Garve/scikit-bonus

View on GitHub
README.md

Summary

Maintainability
Test Coverage
[![pypi](https://img.shields.io/pypi/v/scikit-bonus?style=for-the-badge)](https://pypi.org/project/scikit-bonus/)
[![gh](https://img.shields.io/badge/github%20pages-passing-green?style=for-the-badge)](https://garve.github.io/scikit-bonus/index.html)
[![maintainability](https://img.shields.io/codeclimate/maintainability/Garve/scikit-bonus?style=for-the-badge)](https://codeclimate.com/github/Garve/scikit-bonus)
[![quality](https://img.shields.io/codacy/grade/726bd54b587e48038e0f0251e3159972?style=for-the-badge)](https://www.codacy.com/gh/Garve/scikit-bonus/dashboard)
![coding style](https://img.shields.io/badge/coding%20style-black-black?style=for-the-badge)
![dependencies](https://img.shields.io/badge/standing%20on%20the%20shoulders%20of%20giants-numpy%20%7C%20scikit--learn%20%7C%20pandas%20%7C%20scipy-green?style=for-the-badge)


# scikit-bonus
This is a package with [scikit-learn](https://scikit-learn.org/stable/) - compatible transformers,
classifiers and regressors that I find useful.

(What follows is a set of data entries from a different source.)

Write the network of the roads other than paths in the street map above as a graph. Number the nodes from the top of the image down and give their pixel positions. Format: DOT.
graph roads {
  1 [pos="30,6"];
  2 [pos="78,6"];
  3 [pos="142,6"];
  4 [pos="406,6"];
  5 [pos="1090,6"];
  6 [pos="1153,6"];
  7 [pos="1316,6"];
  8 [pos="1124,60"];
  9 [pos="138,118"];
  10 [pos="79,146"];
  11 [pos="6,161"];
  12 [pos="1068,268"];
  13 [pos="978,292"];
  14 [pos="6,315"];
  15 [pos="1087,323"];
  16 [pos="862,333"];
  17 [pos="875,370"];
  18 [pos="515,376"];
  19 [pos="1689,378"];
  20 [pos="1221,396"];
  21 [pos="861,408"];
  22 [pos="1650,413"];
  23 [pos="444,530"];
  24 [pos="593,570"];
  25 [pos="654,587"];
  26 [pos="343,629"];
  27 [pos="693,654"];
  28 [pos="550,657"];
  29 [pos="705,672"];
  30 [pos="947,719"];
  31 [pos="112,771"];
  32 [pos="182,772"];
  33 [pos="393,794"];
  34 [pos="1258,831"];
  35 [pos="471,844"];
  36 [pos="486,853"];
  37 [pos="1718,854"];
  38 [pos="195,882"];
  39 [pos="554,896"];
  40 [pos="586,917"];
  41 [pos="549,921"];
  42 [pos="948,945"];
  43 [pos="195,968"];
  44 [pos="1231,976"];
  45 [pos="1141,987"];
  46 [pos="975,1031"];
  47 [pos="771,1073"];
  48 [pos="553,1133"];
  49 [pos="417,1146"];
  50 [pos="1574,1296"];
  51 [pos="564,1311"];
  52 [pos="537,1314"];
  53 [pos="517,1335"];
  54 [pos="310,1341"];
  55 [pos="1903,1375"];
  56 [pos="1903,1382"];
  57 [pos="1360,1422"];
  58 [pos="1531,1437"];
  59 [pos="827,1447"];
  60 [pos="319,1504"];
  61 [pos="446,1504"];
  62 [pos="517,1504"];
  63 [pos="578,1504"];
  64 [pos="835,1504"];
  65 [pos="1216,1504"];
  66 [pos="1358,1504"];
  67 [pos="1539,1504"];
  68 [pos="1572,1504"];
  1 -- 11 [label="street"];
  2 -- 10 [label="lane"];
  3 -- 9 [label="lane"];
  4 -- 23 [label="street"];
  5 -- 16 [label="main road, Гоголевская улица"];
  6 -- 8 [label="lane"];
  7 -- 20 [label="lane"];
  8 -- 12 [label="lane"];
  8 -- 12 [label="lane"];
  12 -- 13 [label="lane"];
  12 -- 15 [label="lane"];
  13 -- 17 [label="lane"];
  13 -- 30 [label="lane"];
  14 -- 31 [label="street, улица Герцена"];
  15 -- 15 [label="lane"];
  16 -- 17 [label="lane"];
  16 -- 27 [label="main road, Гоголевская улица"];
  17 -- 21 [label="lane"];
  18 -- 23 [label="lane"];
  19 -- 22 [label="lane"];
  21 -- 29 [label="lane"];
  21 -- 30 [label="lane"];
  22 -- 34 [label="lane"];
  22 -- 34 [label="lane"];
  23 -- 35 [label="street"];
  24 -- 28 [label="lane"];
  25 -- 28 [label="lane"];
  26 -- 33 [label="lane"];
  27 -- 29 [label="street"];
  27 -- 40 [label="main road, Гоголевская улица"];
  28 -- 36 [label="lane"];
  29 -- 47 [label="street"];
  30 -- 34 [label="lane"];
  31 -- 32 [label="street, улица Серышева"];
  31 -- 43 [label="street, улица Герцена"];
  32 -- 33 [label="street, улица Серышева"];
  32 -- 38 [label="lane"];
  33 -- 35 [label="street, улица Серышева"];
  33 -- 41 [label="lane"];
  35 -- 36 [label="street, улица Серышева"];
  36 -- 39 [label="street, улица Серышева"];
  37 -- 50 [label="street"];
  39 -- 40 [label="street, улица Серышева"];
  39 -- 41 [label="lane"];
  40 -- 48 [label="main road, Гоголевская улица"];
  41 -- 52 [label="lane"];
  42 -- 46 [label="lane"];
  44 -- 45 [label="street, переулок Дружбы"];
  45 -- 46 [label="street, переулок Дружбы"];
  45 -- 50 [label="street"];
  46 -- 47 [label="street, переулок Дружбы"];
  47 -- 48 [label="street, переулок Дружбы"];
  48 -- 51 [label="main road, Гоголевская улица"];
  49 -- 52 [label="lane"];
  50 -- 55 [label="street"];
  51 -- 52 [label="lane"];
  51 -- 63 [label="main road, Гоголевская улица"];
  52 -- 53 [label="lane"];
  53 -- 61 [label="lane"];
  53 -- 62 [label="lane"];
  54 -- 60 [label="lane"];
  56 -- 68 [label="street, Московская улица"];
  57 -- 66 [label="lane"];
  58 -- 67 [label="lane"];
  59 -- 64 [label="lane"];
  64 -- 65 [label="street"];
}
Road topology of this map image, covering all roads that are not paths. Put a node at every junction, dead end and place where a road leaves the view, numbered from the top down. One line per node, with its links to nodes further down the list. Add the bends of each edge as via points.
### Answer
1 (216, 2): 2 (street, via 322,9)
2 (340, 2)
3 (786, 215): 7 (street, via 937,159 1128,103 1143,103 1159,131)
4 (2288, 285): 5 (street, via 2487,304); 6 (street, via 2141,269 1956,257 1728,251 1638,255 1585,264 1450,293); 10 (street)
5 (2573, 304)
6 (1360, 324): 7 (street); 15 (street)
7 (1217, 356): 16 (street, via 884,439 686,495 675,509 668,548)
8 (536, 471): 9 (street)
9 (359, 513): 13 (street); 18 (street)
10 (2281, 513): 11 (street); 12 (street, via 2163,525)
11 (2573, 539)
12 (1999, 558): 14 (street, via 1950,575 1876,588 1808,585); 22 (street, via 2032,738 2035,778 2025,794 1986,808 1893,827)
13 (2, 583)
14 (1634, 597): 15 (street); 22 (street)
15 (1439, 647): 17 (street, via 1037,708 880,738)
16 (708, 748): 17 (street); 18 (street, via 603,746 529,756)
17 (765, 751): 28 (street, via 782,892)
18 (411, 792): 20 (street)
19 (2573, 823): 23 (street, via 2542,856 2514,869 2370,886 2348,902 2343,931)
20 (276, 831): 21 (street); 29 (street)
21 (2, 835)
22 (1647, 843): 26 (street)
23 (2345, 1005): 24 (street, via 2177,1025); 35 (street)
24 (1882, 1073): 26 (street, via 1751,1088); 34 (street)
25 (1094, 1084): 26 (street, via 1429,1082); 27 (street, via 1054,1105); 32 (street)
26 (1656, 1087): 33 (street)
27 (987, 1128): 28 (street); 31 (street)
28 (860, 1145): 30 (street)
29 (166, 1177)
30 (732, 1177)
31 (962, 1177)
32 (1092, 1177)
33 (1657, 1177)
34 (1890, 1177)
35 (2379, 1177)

Give it a try with a simple `pip install scikit-bonus`! You can find the documentation on https://garve.github.io/scikit-bonus.

## Special linear regressors
This module contains linear regressors for special use-cases, for example
*   the `LADRegression` which optimizes for the *absolute* mean deviation (error) instead of the mean *squared* error and
*   the `ImbalancedLinearRegression` that lets you punish over and under estimations of the model differently.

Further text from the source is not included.